Stopping at the line that holds "index mcp: (152, 84)", repeat the lines below exactly, starting from the very first and including that final line.

___ DATA SHOWN ___

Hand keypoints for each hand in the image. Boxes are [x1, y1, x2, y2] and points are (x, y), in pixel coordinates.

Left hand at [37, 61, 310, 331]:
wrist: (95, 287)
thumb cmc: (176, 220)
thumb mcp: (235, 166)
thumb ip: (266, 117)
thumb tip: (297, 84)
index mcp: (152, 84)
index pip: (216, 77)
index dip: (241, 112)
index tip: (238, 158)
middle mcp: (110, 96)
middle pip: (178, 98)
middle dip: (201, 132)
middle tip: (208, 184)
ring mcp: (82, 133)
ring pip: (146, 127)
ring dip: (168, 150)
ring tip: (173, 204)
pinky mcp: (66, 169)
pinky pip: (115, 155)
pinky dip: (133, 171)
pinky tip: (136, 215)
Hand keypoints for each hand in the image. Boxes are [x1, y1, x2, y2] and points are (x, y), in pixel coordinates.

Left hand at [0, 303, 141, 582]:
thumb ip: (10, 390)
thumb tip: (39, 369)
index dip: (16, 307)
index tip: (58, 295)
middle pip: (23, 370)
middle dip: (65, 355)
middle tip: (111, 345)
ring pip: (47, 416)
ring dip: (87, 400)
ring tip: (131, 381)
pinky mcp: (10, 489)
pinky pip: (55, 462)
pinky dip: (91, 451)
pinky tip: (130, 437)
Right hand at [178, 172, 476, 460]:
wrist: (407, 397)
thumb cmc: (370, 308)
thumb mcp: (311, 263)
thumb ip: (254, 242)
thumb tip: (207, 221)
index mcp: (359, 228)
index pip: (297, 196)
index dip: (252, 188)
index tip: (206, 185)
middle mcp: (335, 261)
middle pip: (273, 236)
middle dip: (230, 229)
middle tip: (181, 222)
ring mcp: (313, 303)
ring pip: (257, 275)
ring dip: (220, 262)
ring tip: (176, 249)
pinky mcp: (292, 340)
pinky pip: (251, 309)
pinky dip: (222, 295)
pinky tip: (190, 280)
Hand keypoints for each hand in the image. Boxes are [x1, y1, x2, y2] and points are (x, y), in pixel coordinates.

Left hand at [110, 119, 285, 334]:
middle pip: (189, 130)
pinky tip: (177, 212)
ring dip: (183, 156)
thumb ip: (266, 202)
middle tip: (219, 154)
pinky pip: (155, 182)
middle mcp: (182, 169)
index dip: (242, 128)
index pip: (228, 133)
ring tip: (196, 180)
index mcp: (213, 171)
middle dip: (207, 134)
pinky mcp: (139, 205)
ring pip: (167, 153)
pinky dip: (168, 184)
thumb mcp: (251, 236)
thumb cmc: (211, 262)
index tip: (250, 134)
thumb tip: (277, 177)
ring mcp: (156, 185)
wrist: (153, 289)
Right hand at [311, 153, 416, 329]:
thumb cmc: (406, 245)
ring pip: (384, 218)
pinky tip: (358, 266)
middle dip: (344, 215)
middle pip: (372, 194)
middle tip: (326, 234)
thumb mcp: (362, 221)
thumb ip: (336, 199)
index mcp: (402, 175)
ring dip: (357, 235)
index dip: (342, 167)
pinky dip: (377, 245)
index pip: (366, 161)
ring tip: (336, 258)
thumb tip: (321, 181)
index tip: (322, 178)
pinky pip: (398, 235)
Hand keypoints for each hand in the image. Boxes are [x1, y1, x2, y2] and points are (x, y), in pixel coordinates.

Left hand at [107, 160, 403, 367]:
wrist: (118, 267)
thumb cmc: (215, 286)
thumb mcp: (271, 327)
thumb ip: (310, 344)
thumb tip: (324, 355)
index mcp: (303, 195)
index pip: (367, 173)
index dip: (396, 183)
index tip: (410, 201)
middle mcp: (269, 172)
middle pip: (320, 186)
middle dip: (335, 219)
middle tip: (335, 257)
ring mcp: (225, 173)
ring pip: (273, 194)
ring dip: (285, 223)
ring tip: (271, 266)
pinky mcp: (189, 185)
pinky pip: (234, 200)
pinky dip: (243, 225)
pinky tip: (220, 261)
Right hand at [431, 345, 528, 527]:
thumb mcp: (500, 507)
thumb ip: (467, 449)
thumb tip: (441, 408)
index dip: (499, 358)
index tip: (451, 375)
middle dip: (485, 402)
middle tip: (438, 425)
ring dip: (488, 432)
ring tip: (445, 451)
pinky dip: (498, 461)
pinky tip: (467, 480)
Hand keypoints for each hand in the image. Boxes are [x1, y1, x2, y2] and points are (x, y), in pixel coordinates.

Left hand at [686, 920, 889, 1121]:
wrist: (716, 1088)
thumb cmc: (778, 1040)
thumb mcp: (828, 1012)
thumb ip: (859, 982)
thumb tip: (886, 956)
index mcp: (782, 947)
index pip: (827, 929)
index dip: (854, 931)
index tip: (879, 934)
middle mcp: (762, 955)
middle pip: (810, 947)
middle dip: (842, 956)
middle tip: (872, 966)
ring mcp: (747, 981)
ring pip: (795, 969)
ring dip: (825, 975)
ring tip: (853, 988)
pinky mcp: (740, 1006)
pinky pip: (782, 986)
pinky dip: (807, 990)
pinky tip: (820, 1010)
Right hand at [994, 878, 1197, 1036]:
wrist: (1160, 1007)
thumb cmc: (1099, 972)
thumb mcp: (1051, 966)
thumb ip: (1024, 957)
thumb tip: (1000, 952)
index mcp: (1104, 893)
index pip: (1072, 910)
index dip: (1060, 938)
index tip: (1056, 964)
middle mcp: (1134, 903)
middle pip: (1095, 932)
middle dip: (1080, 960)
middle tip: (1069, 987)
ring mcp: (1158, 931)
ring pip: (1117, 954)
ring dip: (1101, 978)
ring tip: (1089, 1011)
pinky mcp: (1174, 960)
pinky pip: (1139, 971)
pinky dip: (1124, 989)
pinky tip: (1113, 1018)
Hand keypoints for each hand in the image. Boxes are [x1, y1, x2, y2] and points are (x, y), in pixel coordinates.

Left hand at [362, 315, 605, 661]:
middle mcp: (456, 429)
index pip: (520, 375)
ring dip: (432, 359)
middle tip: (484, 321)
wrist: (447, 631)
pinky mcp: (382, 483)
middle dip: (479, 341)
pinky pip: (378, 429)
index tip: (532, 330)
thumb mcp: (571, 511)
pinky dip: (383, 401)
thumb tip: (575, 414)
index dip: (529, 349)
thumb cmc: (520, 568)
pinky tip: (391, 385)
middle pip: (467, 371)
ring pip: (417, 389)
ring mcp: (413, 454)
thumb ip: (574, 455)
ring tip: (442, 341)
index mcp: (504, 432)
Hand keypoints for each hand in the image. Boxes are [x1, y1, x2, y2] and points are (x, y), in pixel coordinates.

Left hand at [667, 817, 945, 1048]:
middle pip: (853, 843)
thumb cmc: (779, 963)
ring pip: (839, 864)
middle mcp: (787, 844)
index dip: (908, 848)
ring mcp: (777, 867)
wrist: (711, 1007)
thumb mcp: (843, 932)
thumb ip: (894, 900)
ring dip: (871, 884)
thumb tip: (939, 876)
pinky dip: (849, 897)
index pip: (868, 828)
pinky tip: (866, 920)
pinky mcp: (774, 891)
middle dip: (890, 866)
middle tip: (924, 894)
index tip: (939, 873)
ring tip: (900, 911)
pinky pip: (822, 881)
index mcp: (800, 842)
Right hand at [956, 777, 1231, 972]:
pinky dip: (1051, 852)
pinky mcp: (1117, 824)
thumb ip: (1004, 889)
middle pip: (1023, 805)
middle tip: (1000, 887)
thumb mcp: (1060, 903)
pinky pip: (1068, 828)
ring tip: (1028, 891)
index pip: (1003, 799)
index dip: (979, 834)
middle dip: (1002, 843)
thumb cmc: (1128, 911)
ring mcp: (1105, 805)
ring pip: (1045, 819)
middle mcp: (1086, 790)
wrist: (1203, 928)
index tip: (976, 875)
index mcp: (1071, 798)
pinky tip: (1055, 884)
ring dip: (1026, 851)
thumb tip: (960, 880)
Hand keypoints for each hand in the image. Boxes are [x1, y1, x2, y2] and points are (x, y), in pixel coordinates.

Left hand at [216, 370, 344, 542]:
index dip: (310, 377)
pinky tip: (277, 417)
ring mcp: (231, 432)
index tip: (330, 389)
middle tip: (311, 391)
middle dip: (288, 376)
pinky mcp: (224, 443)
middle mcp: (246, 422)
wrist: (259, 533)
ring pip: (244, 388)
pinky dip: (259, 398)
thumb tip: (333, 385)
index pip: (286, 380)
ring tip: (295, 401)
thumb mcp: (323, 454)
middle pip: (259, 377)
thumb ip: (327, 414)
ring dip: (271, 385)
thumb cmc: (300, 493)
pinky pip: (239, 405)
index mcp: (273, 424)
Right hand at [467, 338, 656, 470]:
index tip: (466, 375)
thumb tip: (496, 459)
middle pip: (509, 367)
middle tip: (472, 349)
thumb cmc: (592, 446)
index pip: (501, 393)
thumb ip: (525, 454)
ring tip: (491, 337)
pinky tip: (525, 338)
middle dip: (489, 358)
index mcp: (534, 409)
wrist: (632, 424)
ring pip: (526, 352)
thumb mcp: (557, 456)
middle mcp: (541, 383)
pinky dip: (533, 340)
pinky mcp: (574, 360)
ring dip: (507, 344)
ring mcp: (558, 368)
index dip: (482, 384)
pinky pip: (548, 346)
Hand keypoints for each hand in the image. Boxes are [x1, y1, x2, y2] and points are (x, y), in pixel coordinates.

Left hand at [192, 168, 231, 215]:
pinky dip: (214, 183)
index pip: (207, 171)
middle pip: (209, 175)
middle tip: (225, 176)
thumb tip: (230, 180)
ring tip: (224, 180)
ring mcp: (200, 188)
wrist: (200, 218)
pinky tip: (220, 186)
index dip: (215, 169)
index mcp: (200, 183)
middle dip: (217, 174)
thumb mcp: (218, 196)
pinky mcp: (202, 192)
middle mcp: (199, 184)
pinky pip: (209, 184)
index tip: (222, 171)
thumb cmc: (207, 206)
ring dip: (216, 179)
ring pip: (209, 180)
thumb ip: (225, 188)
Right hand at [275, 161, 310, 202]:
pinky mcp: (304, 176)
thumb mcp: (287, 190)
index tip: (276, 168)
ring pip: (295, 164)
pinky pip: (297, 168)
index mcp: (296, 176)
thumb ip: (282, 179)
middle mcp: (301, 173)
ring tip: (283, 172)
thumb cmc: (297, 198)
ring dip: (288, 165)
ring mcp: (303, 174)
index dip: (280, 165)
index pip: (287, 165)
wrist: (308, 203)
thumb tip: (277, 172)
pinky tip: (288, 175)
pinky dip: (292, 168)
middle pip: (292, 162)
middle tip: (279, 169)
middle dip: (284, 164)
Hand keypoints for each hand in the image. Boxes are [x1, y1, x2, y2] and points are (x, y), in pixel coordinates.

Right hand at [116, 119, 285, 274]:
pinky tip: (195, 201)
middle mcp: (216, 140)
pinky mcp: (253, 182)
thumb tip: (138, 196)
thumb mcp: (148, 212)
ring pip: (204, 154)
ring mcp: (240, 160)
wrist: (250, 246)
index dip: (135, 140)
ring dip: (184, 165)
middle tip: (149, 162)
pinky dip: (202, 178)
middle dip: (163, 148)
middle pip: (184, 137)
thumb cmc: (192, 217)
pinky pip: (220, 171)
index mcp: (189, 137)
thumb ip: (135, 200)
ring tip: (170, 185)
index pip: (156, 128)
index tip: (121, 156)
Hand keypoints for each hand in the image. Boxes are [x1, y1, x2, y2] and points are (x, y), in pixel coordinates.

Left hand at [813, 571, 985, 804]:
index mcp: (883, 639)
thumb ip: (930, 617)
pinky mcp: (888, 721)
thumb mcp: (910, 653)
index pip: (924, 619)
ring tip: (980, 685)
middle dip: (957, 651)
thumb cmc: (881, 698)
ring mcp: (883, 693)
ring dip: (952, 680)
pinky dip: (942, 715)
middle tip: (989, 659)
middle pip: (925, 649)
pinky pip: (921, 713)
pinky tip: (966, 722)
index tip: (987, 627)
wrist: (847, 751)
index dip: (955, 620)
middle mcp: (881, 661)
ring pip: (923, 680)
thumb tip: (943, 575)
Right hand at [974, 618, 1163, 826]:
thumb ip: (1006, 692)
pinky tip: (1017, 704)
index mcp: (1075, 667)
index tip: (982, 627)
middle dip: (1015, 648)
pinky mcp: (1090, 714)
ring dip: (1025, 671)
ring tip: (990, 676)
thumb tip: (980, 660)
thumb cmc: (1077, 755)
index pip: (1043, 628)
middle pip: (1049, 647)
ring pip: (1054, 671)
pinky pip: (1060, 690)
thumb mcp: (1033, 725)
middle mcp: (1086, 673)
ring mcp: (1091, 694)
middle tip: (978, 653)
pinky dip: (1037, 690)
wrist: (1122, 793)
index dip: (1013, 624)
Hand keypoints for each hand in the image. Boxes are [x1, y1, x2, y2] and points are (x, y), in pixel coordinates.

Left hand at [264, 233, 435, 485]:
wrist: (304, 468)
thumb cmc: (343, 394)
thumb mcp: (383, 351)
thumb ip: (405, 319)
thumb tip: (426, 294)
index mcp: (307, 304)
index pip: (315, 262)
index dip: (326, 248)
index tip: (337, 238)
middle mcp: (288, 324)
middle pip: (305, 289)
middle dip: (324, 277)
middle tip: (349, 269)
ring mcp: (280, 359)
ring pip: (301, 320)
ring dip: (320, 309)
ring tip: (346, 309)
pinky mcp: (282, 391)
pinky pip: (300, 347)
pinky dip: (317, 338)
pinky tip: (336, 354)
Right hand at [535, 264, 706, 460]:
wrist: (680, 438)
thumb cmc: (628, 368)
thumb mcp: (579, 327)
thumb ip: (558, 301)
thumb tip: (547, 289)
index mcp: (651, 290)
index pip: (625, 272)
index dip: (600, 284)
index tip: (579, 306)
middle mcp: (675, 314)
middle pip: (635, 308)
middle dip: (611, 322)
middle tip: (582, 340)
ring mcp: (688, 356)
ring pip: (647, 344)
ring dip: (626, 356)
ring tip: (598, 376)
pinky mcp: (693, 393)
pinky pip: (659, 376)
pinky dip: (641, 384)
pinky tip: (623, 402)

___

◆ ANSWER SECTION
Hand keypoints for each hand in the image. Boxes are [x1, y1, x2, y2] and points are (x, y), in pixel coordinates.

Left hand at [37, 61, 310, 331]:
wrist: (95, 287)
thumb cmc: (176, 220)
thumb mcp: (235, 166)
thumb ip: (266, 117)
thumb tip: (297, 84)
index mcp: (152, 84)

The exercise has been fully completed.